По большой дороге протарахтела телега, гомон у высокой черемухи понемногу стих. Мимо по просеке прошло несколько человек, они подозрительно покосились на меня.
Я поднялся, но от волнения не мог идти ровно. Видевшие меня наверняка решили, что я надрался вусмерть, хотя у меня давно уже ни капли во рту не было. Да пусть их думают, что хотят! Я пошел, даже не зная куда, а ноги сами несли меня в сторону учительского дома, как если бы я снова спешил увидеться с Норой. Но тут я завидел хибарку, в которой меня недавно так гостеприимно приютили на ночь, и свернул к ней.
В домишке была только та девочка. Увидев меня, она вскрикнула в испуге. То ли я и в самом деле выглядел пугающе, то ли слишком часто наведывались непрошеные гости.
Я приложил палец к губам:
— Тсс! Не трону! Ничего не возьму! Тебе на платье, матери на юбку. На! Спрячь! Как следует спрячь! Никому не показывай. Ни единой душе… Только матери. Скажи, я приду потом, потом!

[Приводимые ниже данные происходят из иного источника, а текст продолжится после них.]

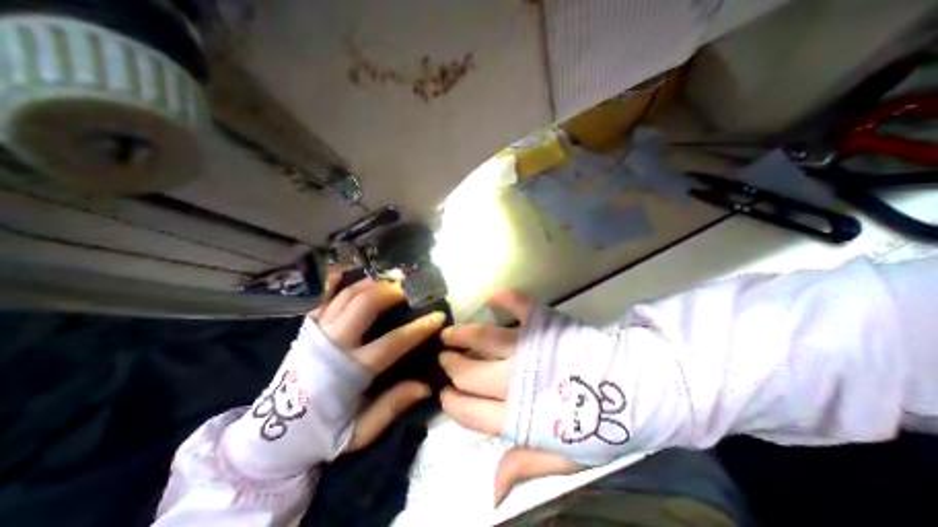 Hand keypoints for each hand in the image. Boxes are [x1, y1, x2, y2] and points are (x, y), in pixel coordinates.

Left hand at [312, 273, 447, 451]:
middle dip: (390, 292)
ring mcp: (317, 333)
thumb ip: (392, 406)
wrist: (271, 437)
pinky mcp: (306, 329)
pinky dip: (333, 282)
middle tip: (408, 288)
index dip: (419, 328)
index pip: (393, 342)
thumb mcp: (360, 431)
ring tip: (389, 277)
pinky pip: (321, 298)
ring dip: (370, 283)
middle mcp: (333, 345)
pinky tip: (347, 270)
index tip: (438, 316)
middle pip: (365, 306)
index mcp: (349, 372)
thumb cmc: (322, 434)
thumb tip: (425, 386)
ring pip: (346, 296)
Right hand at [438, 290, 580, 504]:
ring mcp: (530, 348)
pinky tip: (493, 297)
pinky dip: (507, 299)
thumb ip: (526, 465)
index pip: (471, 411)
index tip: (445, 395)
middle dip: (452, 365)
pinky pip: (522, 306)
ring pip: (485, 339)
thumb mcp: (565, 458)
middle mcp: (517, 380)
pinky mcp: (545, 325)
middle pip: (471, 373)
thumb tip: (491, 492)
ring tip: (449, 333)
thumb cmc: (598, 425)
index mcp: (520, 417)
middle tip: (444, 358)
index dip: (453, 403)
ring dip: (463, 334)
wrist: (635, 390) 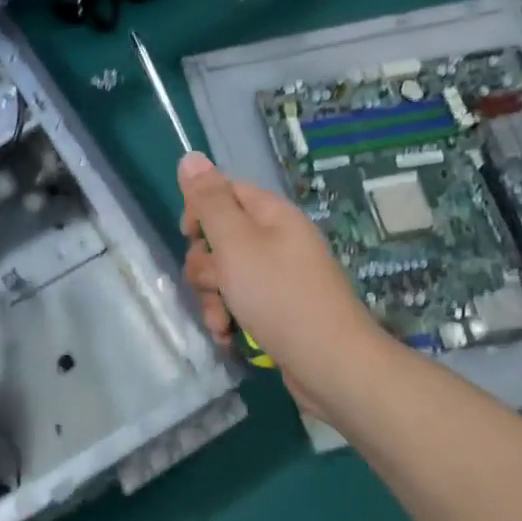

И я выскочил в дверь, оставив на столе то, что хотел подарить Норе на этот раз: рулончик, то есть отрез, немецкого лилового эрзац-шелка. Ничего особенного, последнее дерьмо, растворялось и в ацетоне, и в бензине, зато выглядело — первый сорт. Мне особенно нравился цвет: не то фиолетовый, не то сиреневый, с блеском. Нора нет-нет, да и упрекала меня в том, что я слишком уж часто заглядываю в рюмку; хотел ведь пожелать ей: пусть теперь носит на здоровье да не забывает форштадтскую песенку:
Лиловые все мои платья,
Лиловая вся моя жизнь,
Я потому лиловое люблю,
Что мой миленок вечно во хмелю.
Только нет ведь Норы! Эх, сейчас бы стаканчик обжигающего первача — за то, чтобы земля была ей пухом! Теперь этот шелк сносит чужая женщина — мать этой девочки из развалюхи. И пускай! Будет чем — заплатит, нет — господь на том свете воздаст. Подумаешь, большое дело, обычное немецкое дрянцо. Солидному клиенту такое продать было бы просто стыдно, такое можно разве что подарить знакомой или загнать совершенно чужому человеку.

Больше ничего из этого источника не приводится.